All day today I’ve been somewhat anxious, but I wasn’t able to pinpoint exactly what was causing my “ok” to be less than ok. The calendar says it’s the 19th, which is a date to cause some pain because it’s been a month but I didn’t realize what the date was until about an hour ago, so that wasn’t it. I knew it was Good Friday, but the only reason I knew that was because school was out and Facebook told me. I’ve been in a state of “not ok” for a few days - not great, but not devastated and wallowing in grief.
Just. Not. Ok.
I have had many good days since Hagen left. Actually there have been far more of those days than these, but these do come, and I do my best to hold tightly to Jesus’s hand and ride it out. He’s faithful like that. He won’t let go and he makes sure that I don’t and together we get through them. I come out on the other side with more peace, revelation, love and faith. I tend to over analyze and get lost in my thoughts and being an over thinker, I’ve had plenty to overthink lately. This evening, after trying all day to figure out what my soul was wrestling with, Jesus gently led me into a “duh” moment. There’s an emoji for that moment and it looks like this 🤦🏻♀️. I knew it was Good Friday but I didn’t realize it was GOOD Friday. It’s like seeing the date on a calendar and knowing it’s significant but not being able to put your finger on why it’s significant until the end of the day and you realize it’s a dear friend's birthday. In my over thinking I missed something BIG. Huge actually.
The day that another Son suffered.
The day that another Parent suffered.
The day that what that Father sent that Son to do was finished.

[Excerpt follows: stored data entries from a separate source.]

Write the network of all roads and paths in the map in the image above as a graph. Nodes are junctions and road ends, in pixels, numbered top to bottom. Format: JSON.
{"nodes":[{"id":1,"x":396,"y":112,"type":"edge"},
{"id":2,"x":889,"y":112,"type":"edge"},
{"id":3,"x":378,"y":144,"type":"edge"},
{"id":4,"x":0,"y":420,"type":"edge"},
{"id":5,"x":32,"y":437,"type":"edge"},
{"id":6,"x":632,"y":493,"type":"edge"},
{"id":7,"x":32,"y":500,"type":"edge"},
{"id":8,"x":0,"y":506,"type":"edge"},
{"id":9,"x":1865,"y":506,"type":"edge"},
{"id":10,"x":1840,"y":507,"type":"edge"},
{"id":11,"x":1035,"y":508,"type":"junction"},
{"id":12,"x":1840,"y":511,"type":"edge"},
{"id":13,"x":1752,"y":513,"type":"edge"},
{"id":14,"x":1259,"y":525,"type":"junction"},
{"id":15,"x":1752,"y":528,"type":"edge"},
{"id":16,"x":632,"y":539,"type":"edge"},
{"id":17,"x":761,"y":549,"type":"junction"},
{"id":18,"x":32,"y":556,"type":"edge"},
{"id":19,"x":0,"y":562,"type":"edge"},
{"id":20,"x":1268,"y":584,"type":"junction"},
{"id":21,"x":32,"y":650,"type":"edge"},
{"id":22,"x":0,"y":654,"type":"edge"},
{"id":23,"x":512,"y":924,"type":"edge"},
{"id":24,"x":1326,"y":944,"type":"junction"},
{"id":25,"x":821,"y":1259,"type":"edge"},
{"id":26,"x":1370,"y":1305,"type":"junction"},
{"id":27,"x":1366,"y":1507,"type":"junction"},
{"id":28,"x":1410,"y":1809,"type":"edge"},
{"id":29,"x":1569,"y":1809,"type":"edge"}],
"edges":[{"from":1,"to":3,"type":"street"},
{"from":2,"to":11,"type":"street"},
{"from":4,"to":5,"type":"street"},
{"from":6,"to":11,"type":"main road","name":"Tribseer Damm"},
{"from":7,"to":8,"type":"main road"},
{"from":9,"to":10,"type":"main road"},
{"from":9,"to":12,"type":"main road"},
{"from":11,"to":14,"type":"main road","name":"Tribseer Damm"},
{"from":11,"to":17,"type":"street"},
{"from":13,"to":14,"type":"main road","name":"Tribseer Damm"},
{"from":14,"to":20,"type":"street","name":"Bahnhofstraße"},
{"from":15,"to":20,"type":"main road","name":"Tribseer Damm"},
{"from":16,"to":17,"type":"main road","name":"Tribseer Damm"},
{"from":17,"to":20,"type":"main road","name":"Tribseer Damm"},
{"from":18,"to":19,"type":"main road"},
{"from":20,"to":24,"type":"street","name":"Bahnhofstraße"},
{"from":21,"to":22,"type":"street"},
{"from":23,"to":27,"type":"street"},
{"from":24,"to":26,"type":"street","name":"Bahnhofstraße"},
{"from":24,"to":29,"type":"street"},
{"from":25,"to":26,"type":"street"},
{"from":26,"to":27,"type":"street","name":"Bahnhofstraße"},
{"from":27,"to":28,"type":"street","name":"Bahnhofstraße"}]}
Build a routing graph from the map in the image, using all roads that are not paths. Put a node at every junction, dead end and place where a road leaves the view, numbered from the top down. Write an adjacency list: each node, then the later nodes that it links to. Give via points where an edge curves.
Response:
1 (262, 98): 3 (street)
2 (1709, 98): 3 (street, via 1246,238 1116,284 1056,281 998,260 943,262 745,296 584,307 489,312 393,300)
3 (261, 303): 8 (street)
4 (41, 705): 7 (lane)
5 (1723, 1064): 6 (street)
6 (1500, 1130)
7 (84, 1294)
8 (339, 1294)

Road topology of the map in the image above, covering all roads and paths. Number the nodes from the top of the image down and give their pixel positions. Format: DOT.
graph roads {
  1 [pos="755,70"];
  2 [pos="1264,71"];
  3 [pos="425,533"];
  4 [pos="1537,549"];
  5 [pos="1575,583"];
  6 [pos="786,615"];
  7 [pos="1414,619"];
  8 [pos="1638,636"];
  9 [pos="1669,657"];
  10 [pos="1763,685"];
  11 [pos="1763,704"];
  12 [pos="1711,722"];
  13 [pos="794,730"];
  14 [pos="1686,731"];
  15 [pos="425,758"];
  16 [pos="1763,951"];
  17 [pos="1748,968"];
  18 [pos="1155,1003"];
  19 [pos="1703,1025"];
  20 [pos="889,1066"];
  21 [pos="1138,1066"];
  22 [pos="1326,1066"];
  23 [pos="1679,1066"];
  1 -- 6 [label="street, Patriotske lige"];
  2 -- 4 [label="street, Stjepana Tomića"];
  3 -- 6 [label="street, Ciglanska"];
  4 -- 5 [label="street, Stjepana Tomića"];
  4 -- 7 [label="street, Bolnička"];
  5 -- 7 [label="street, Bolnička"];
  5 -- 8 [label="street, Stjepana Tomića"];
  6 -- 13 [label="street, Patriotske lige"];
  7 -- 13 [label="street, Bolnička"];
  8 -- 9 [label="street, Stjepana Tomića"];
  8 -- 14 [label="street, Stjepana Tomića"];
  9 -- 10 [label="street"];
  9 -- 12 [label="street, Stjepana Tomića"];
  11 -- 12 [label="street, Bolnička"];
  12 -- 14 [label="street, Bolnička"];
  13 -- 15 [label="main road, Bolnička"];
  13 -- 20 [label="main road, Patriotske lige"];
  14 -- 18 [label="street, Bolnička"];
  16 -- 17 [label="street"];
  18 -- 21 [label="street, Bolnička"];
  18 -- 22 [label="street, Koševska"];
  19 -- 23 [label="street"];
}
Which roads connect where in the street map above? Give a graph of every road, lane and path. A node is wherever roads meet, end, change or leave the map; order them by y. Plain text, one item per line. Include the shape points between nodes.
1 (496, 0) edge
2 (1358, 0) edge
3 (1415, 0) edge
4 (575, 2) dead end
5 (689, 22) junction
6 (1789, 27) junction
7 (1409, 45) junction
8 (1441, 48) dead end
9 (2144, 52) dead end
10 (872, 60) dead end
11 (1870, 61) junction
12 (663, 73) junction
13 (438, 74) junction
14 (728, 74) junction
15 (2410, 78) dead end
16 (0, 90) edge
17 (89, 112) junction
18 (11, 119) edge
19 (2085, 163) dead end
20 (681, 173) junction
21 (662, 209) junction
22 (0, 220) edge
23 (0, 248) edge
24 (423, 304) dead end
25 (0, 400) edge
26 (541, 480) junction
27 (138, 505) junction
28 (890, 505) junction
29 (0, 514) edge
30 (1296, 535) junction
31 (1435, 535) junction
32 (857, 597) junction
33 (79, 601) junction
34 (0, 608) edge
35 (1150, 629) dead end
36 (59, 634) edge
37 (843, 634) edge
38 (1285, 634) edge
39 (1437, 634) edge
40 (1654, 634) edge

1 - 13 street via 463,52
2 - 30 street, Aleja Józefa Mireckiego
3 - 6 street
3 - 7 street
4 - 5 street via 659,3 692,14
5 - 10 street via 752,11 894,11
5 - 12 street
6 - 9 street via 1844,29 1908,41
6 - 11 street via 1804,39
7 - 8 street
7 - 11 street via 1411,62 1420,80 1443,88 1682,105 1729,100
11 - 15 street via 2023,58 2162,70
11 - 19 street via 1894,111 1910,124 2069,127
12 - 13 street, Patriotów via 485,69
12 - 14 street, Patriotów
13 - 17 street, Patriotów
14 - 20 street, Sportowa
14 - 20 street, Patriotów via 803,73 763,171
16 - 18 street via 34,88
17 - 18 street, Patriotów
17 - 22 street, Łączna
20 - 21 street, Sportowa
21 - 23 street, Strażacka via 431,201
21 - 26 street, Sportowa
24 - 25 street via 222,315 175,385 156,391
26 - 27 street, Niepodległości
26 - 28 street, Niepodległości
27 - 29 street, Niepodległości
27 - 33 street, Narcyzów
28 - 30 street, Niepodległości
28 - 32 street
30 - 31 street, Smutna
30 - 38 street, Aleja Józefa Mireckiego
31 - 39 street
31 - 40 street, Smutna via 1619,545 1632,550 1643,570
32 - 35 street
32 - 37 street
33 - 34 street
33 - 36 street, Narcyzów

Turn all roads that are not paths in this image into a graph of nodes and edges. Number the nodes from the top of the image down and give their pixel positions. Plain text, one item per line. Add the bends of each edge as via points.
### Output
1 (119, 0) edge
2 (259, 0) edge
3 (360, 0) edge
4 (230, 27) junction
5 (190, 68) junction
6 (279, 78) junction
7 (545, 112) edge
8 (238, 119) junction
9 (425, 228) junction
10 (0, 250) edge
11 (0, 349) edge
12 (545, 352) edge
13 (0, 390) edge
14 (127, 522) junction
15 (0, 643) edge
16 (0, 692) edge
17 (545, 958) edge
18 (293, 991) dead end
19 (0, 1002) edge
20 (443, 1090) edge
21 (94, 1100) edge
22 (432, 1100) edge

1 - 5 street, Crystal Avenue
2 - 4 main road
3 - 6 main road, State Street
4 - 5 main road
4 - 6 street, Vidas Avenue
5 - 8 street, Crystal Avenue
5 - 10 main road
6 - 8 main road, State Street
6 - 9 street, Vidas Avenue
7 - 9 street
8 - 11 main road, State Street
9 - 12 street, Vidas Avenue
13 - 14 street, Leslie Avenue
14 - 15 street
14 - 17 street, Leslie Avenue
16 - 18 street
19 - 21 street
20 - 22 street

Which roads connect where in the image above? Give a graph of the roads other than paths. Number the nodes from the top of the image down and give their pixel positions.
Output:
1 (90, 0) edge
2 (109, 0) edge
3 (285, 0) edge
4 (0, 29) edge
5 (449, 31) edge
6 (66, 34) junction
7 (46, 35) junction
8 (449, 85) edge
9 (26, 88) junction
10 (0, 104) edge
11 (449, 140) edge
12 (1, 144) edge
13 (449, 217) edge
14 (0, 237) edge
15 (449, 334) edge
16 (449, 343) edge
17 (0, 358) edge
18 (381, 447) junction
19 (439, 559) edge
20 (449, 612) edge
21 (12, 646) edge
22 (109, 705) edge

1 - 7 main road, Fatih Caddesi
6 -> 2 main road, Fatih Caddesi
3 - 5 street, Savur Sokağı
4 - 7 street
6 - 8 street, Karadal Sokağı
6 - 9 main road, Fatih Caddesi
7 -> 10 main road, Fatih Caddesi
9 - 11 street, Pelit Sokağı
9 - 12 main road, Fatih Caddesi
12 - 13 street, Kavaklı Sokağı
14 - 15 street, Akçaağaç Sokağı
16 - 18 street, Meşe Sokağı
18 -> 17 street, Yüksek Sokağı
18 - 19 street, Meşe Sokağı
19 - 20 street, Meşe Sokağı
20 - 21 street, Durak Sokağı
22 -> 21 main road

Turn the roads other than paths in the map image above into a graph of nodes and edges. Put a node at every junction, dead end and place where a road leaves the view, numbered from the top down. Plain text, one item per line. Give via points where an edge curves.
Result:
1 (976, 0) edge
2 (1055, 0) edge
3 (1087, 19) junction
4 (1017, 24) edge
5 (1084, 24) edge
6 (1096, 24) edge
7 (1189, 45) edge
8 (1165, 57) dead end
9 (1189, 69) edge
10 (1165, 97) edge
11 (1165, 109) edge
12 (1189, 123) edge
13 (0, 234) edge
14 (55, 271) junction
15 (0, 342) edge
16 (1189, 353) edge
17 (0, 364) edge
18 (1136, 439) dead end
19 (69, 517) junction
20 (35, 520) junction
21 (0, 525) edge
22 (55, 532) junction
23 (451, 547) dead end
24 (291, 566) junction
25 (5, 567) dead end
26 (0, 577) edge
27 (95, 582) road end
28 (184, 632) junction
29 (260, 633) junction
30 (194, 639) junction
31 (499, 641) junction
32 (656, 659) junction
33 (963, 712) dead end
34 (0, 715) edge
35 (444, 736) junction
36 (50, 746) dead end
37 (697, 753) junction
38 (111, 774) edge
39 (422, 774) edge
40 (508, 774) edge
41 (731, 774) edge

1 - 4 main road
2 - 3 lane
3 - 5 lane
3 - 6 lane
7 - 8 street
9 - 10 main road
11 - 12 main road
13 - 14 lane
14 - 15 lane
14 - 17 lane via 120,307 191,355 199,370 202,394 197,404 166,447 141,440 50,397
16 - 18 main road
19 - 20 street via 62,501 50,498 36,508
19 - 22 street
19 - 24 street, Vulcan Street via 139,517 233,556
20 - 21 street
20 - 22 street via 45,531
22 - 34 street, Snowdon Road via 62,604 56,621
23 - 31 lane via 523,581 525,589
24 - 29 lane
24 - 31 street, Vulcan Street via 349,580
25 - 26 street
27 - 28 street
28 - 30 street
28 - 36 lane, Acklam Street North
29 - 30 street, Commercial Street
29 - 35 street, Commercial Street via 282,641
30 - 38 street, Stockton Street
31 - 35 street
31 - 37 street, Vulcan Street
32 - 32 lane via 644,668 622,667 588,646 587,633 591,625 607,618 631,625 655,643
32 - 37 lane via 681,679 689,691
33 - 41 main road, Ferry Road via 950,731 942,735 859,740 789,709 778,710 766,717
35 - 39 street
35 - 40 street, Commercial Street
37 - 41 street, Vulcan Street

The day death was defeated.
In my suffering, I forgot His, even though He's been with me all day. My suffering was not forgotten. On this Good Friday, because of that Good Friday, Jesus has felt every ounce of my pain, collected every tear that I have shed, comforted me and held me on my first Easter Weekend, minus one. How amazing it is to me that MY son is with THE Son that suffered for him on THAT Good Friday. I'm going to allow myself to be sad today because I miss him and that's what momma's do. But I will not wallow and I will not be sorrowful because Sunday is coming and on that day, while I stand in awe and wonder at the resurrection of the King, Hagen will be standing with Him! That death and that resurrection means that this sad day will end! It means tomorrow is a new day with new mercy and new grace! It means I will see Hagen face to face again one day! It is hard to allow sorrow to hang around very long with that assurance. The "duh moment" I had tonight flooded my weary soul with light that chased away the darkness trying to take hold. My prayer for you all this Easter weekend is that your families will be filled with joy and that you will see each other with new eyes. That every moment will be full of laughter and that your hearts would be overwhelmed with the love of the Savior.
Today is Good Friday....but Sunday's coming.